Estava parada na porta de um lugar com uma arquitetura não sei se greco ou se romana, em Bir, cidade que fica no norte da Índia, aos pés do Himalaia. Faz um ano que espero para conversar com o Rinpoche. Na fila comigo, pessoas do mundo todo, chineses, russos, indianos e ingleses. Estava no meu canto, sem blábláblá com os demais, ouvindo o som do mantra de Shiva, deus hindu da renovação, carregado pelo vento de algum templo na área. O Rinpoche aparece na porta, aponta para mim e fala “você agora”. Lá vou eu atrás do lama também conhecido como emanação de Manjushri, o buda da sabedoria. Confesso que estava um pouco preocupada em parecer burra, afinal o que perguntar de inteligente para aquele conhecido como emanação da sabedoria?
Elka Andrello_eu mesma: A mulher contemporânea tem bastante liberdade. Ela trabalha, tem seu próprio dinheiro, liberdade sexual. Você não acha que ela se esquece de ser mulher, que o feminino está se perdendo no ritmo de vida moderno?
Dzongsar Khyentse Rinpoche: Muito boa a sua pergunta. A minha resposta é a sua pergunta. Mas eu entendo porque elas se transformaram nisso, os homens de uma maneira geral perderam a mão das mulheres, e os homens também nunca foram justos com elas. Por isso que muitas acham que devem fazer alguma coisa para se colocar, mas o método que elas escolheram é um pouco errado.
Elka: E qual é a receita para manter a feminilidade e lidar com os desafios do dia-a-dia?
Rinpoche: Isso é difícil. Elas deveriam esquecer que são mulheres e agir apenas como um ser humano. No momento que entra o rótulo homem e mulher aparece um monte de problemas.
Elka: Como o feminino é representado no budismo?
Rinpoche: De acordo com o tantrayana a mulher é a personificação da sabedoria, uma posição muito, muito elevada. Normalmente a figura da mãe é usada como metáfora para falar sobre a mais elevada visão budista que é a vacuidade, shunyata.
Elka: Muitas mulheres enfrentam a difícil decisão de fazer um aborto. O que você tem a dizer sobre o isso?
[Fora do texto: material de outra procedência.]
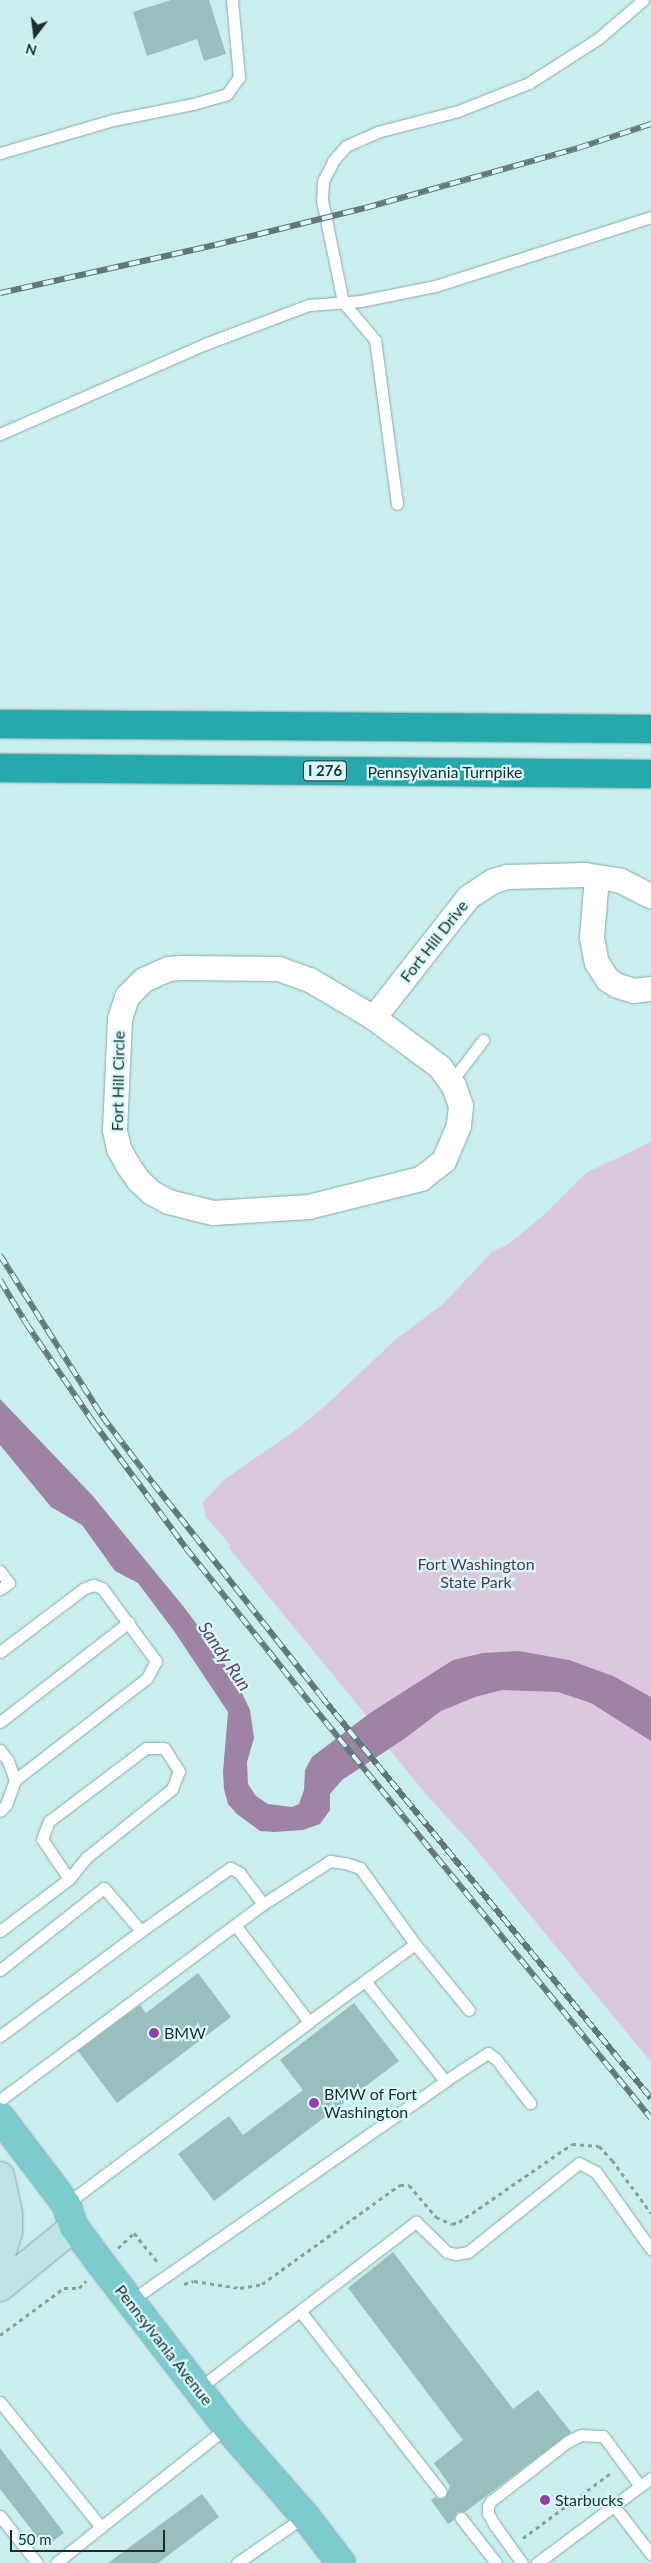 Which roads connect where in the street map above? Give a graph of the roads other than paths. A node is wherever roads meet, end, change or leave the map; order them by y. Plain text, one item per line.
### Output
1 (232, 0) edge
2 (643, 0) edge
3 (0, 153) edge
4 (651, 216) edge
5 (343, 302) junction
6 (0, 434) edge
7 (397, 504) dead end
8 (0, 724) edge
9 (651, 729) edge
10 (0, 768) edge
11 (651, 774) edge
12 (597, 877) junction
13 (651, 896) edge
14 (651, 989) edge
15 (374, 1018) junction
16 (483, 1040) dead end
17 (451, 1082) junction
18 (0, 1571) edge
19 (0, 1589) edge
20 (129, 1622) junction
21 (0, 1652) edge
22 (0, 1722) edge
23 (0, 1750) edge
24 (15, 1780) junction
25 (0, 1811) edge
26 (69, 1879) junction
27 (263, 1904) junction
28 (235, 1925) junction
29 (0, 1931) edge
30 (141, 1932) junction
31 (415, 1944) junction
32 (0, 1970) edge
33 (365, 1981) junction
34 (469, 2010) dead end
35 (309, 2022) junction
36 (0, 2036) edge
37 (445, 2081) junction
38 (0, 2100) edge
39 (530, 2103) dead end
40 (0, 2118) edge
41 (0, 2176) edge
42 (70, 2216) junction
43 (651, 2249) edge
44 (0, 2258) edge
45 (0, 2287) edge
46 (130, 2301) junction
47 (300, 2311) junction
48 (198, 2389) junction
49 (0, 2402) edge
50 (227, 2427) junction
51 (651, 2478) edge
52 (640, 2486) junction
53 (441, 2492) dead end
54 (614, 2506) junction
55 (0, 2516) edge
56 (305, 2516) junction
57 (461, 2518) dead end
58 (101, 2527) junction
59 (651, 2554) edge
60 (37, 2563) edge
61 (56, 2563) edge
62 (237, 2563) edge
63 (341, 2563) edge
64 (496, 2563) edge
65 (522, 2563) edge
66 (537, 2563) edge

1 - 3 lane
2 - 5 lane
4 - 5 lane
5 - 6 lane
5 - 7 lane
8 - 9 highway
10 - 11 highway, Pennsylvania Turnpike / I 276
12 - 13 street, Fort Hill Drive
12 - 14 street
12 - 15 street, Fort Hill Drive
15 - 17 street, Fort Hill Circle
15 - 17 street, Fort Hill Circle
16 - 17 lane
18 - 19 lane
20 - 21 lane
20 - 22 lane
20 - 24 lane
23 - 24 lane
24 - 25 lane
26 - 26 lane
26 - 29 lane
27 - 28 lane
27 - 30 lane
27 - 31 lane
28 - 35 lane
28 - 38 lane
30 - 32 lane
30 - 36 lane
31 - 33 lane
31 - 34 lane
33 - 35 lane
33 - 37 lane
35 - 42 lane
37 - 39 lane
37 - 46 lane
40 - 42 main road, Pennsylvania Avenue
41 - 44 street
42 - 45 street
42 - 46 main road, Pennsylvania Avenue
43 - 47 lane
46 - 48 main road, Pennsylvania Avenue
47 - 48 lane
47 - 53 lane
48 - 50 main road, Pennsylvania Avenue
49 - 58 lane
50 - 56 main road, Pennsylvania Avenue
50 - 58 lane
51 - 52 lane
52 - 54 lane
52 - 65 lane
54 - 59 lane
54 - 66 lane
55 - 60 lane
56 - 62 lane
56 - 63 main road, Pennsylvania Avenue
57 - 64 lane
58 - 61 lane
Rinpoche: Eu acho que o melhor é ir na raiz do problema que é educar as mulheres, principalmente as gerações mais novas. Se falarmos sobre as consequências de não se prevenir, talvez possamos protegê-las para não terem que chegar ao ponto de fazer um aborto. Eu tenho certeza que quem fez um aborto passa por uma grande dor, não dor física, mas ter que abortar alguém deve ser muito dolorido, e muitas vezes acontece por falta de educação e informação. Tem que se cuidar desde o início. Se já aconteceu e a mulher estiver grávida, eu encorajaria a ter o bebê, porque muitas bençãos e alegrias vem junto com a criança. Não precisa ter medo.
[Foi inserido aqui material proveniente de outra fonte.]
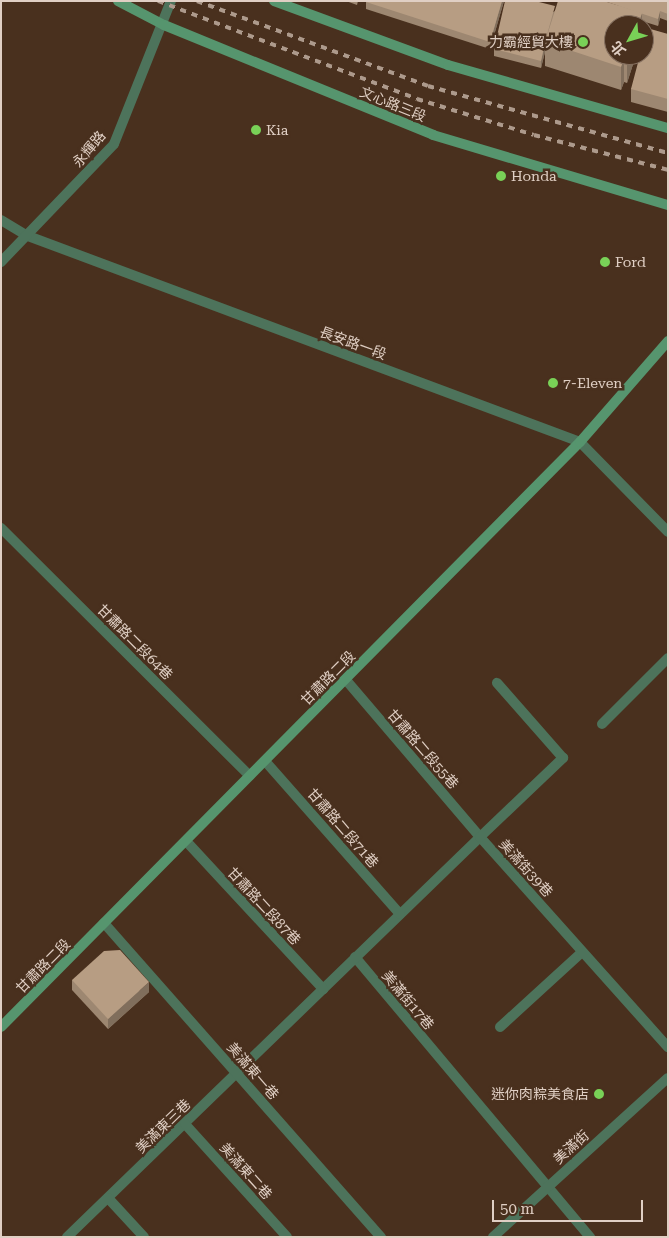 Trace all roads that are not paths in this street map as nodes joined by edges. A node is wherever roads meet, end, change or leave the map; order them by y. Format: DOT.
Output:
graph roads {
  1 [pos="118,1"];
  2 [pos="171,1"];
  3 [pos="274,1"];
  4 [pos="164,26"];
  5 [pos="668,128"];
  6 [pos="668,205"];
  7 [pos="1,220"];
  8 [pos="28,236"];
  9 [pos="1,262"];
  10 [pos="668,341"];
  11 [pos="580,442"];
  12 [pos="1,528"];
  13 [pos="668,532"];
  14 [pos="668,658"];
  15 [pos="346,680"];
  16 [pos="497,683"];
  17 [pos="602,724"];
  18 [pos="265,761"];
  19 [pos="250,776"];
  20 [pos="480,837"];
  21 [pos="186,841"];
  22 [pos="400,914"];
  23 [pos="104,924"];
  24 [pos="582,952"];
  25 [pos="355,957"];
  26 [pos="323,990"];
  27 [pos="2,1025"];
  28 [pos="500,1027"];
  29 [pos="668,1048"];
  30 [pos="237,1074"];
  31 [pos="668,1078"];
  32 [pos="185,1124"];
  33 [pos="547,1187"];
  34 [pos="108,1198"];
  35 [pos="67,1237"];
  36 [pos="144,1237"];
  37 [pos="288,1237"];
  38 [pos="381,1237"];
  39 [pos="493,1237"];
  40 [pos="590,1237"];
  1 -- 4 [label="main road, 文心路三段"];
  2 -- 4 [label="street, 永輝路"];
  3 -- 5 [label="main road"];
  4 -- 6 [label="main road, 文心路三段"];
  4 -- 8 [label="street, 永輝路"];
  7 -- 8 [label="street, 長安路一段"];
  8 -- 9 [label="street, 永輝路"];
  8 -- 11 [label="street, 長安路一段"];
  10 -- 11 [label="main road, 甘肅路二段"];
  11 -- 13 [label="street, 長安路一段"];
  11 -- 15 [label="main road, 甘肅路二段"];
  12 -- 19 [label="street, 甘肅路二段64巷"];
  14 -- 17 [label="street"];
  15 -- 18 [label="main road, 甘肅路二段"];
  15 -- 20 [label="street, 甘肅路二段55巷"];
  16 -- 20 [label="street"];
  18 -- 19 [label="main road, 甘肅路二段"];
  18 -- 22 [label="street, 甘肅路二段71巷"];
  19 -- 21 [label="main road, 甘肅路二段"];
  20 -- 22 [label="street, 美滿街39巷"];
  20 -- 24 [label="street, 美滿街39巷"];
  21 -- 23 [label="main road, 甘肅路二段"];
  21 -- 26 [label="street, 甘肅路二段87巷"];
  22 -- 25 [label="street, 美滿街39巷"];
  23 -- 27 [label="main road, 甘肅路二段"];
  23 -- 30 [label="street, 美滿東一巷"];
  24 -- 28 [label="street"];
  24 -- 29 [label="street, 美滿街39巷"];
  25 -- 26 [label="street"];
  25 -- 33 [label="street, 美滿街17巷"];
  26 -- 30 [label="street"];
  30 -- 32 [label="street, 美滿東三巷"];
  30 -- 38 [label="street, 美滿東一巷"];
  31 -- 33 [label="street, 美滿街"];
  32 -- 34 [label="street, 美滿東三巷"];
  32 -- 37 [label="street, 美滿東二巷"];
  33 -- 39 [label="street, 美滿街"];
  33 -- 40 [label="street, 美滿街17巷"];
  34 -- 35 [label="street, 美滿東三巷"];
  34 -- 36 [label="street"];
} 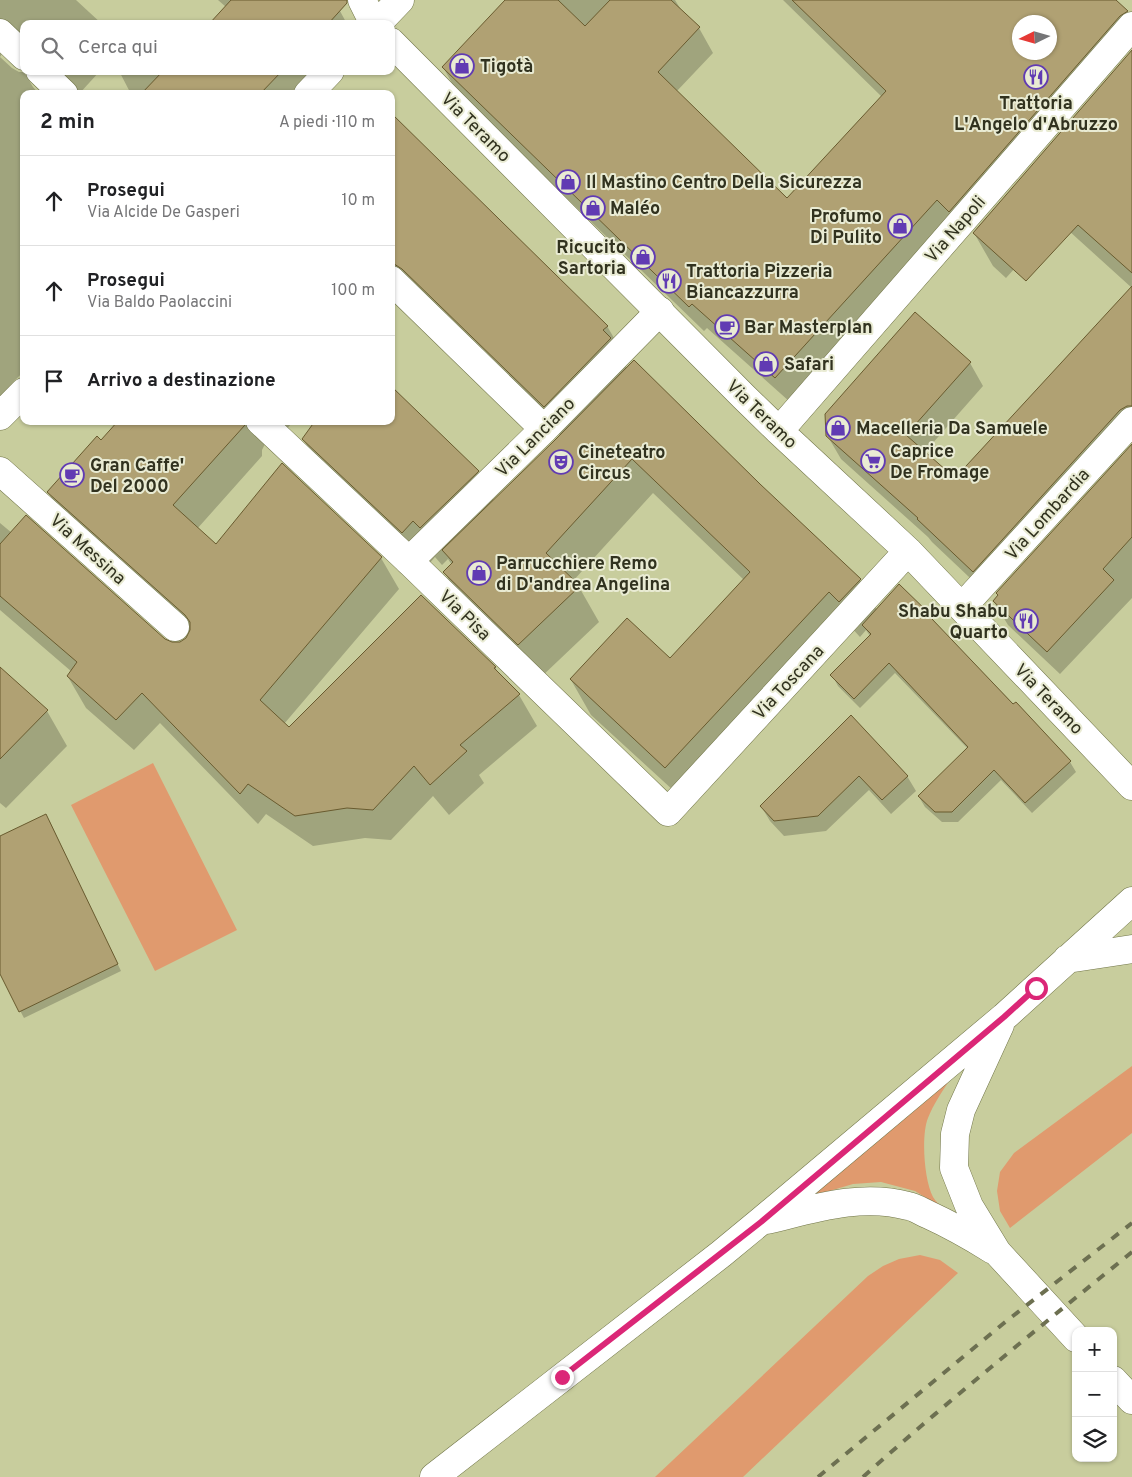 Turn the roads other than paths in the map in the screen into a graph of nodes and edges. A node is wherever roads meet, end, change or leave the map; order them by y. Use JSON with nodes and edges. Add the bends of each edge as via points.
{"nodes":[{"id":1,"x":362,"y":0,"type":"edge"},
{"id":2,"x":400,"y":0,"type":"edge"},
{"id":3,"x":374,"y":20,"type":"edge"},
{"id":4,"x":380,"y":20,"type":"edge"},
{"id":5,"x":1132,"y":26,"type":"edge"},
{"id":6,"x":0,"y":33,"type":"edge"},
{"id":7,"x":395,"y":46,"type":"edge"},
{"id":8,"x":20,"y":52,"type":"edge"},
{"id":9,"x":44,"y":75,"type":"edge"},
{"id":10,"x":326,"y":75,"type":"edge"},
{"id":11,"x":60,"y":90,"type":"edge"},
{"id":12,"x":312,"y":90,"type":"edge"},
{"id":13,"x":395,"y":284,"type":"edge"},
{"id":14,"x":660,"y":311,"type":"junction"},
{"id":15,"x":20,"y":396,"type":"edge"},
{"id":16,"x":0,"y":416,"type":"edge"},
{"id":17,"x":1132,"y":421,"type":"edge"},
{"id":18,"x":264,"y":425,"type":"edge"},
{"id":19,"x":544,"y":430,"type":"junction"},
{"id":20,"x":779,"y":431,"type":"junction"},
{"id":21,"x":0,"y":471,"type":"edge"},
{"id":22,"x":908,"y":551,"type":"junction"},
{"id":23,"x":409,"y":561,"type":"junction"},
{"id":24,"x":962,"y":607,"type":"junction"},
{"id":25,"x":175,"y":627,"type":"dead end"},
{"id":26,"x":1132,"y":786,"type":"edge"},
{"id":27,"x":668,"y":812,"type":"joint"},
{"id":28,"x":1132,"y":901,"type":"edge"},
{"id":29,"x":1132,"y":949,"type":"edge"},
{"id":30,"x":1067,"y":959,"type":"junction"},
{"id":31,"x":1004,"y":1017,"type":"junction"},
{"id":32,"x":761,"y":1222,"type":"junction"},
{"id":33,"x":997,"y":1252,"type":"junction"},
{"id":34,"x":1072,"y":1334,"type":"edge"},
{"id":35,"x":1117,"y":1384,"type":"edge"},
{"id":36,"x":1132,"y":1400,"type":"edge"},
{"id":37,"x":434,"y":1477,"type":"edge"}],
"edges":[{"from":1,"to":3,"type":"street"},
{"from":2,"to":4,"type":"street"},
{"from":5,"to":20,"type":"street","name":"Via Napoli"},
{"from":6,"to":8,"type":"street"},
{"from":7,"to":14,"type":"street","name":"Via Teramo"},
{"from":9,"to":11,"type":"street"},
{"from":10,"to":12,"type":"street"},
{"from":13,"to":19,"type":"street"},
{"from":14,"to":19,"type":"street","name":"Via Lanciano"},
{"from":14,"to":20,"type":"street","name":"Via Teramo"},
{"from":15,"to":16,"type":"street"},
{"from":17,"to":24,"type":"street","name":"Via Lombardia"},
{"from":18,"to":23,"type":"street","name":"Via Pisa"},
{"from":19,"to":23,"type":"street","name":"Via Lanciano"},
{"from":20,"to":22,"type":"street","name":"Via Teramo"},
{"from":21,"to":25,"type":"street","name":"Via Messina"},
{"from":22,"to":24,"type":"street","name":"Via Teramo"},
{"from":22,"to":27,"type":"street","name":"Via Toscana"},
{"from":23,"to":27,"type":"street","name":"Via Pisa"},
{"from":24,"to":26,"type":"street","name":"Via Teramo"},
{"from":28,"to":30,"type":"street"},
{"from":29,"to":30,"type":"street"},
{"from":30,"to":31,"type":"street"},
{"from":31,"to":32,"type":"street"},
{"from":31,"to":33,"type":"street","via":[[961,1110],[953,1153],[954,1168],[969,1206]]},
{"from":32,"to":33,"type":"street","via":[[825,1206],[884,1201],[909,1206],[953,1226]]},
{"from":32,"to":37,"type":"street"},
{"from":33,"to":34,"type":"street"},
{"from":35,"to":36,"type":"street"}]}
Elka: Como ter consciência do corpo, se tratar bem e se manter presente no momento, não ficar viajando em situações passadas ou preocupações futuras?
Rinpoche: Isso tem haver com a importância que você dá ao que os outros pensam. Principalmente no mundo moderno, o que os outros pensam ganhou tanto peso, que ao se deixar levar por isso você abusa não apenas o seu corpo mas também da sua mente. E na verdade o que as pessoas pensam sobre você não é importante.
Elka: E a gente gasta tanta energia com a nossa aparência, não apenas por nós mesmas, mas para sermos aceita pelos outros.
Rinpoche: E isso não é de agora, sempre tem sido assim. Na China antiga os homens achavam que ter pés pequenos era sexy e por causa disso as chinesas enfaixavam os pés.
Elka: Sobre filhos e educação. Eu sempre aprendi que a melhor maneira para ensinar as crianças é através do exemplo.
Rinpoche: Alguém que inspire é sempre mais importante do que alguém que saiba ensinar.
Elka: Você recomendaria algum livro ou filme que ache inspirador?
Rinpoche: Corra Lola corra
Acabou a entrevista, saí digerindo a conversa e chutando um sapato que estava na entrada para longe. Quem estava do lado de fora me olhou com uma cara meio estranha. Mas e daí, quem se importa com o que os outros pensam? Corre Elka, corre!
***Essa entrevista é dedicada ao Wilson Rosa Melchiades, meu avô querido, que partiu no dia 17 de fevereiro de 2010.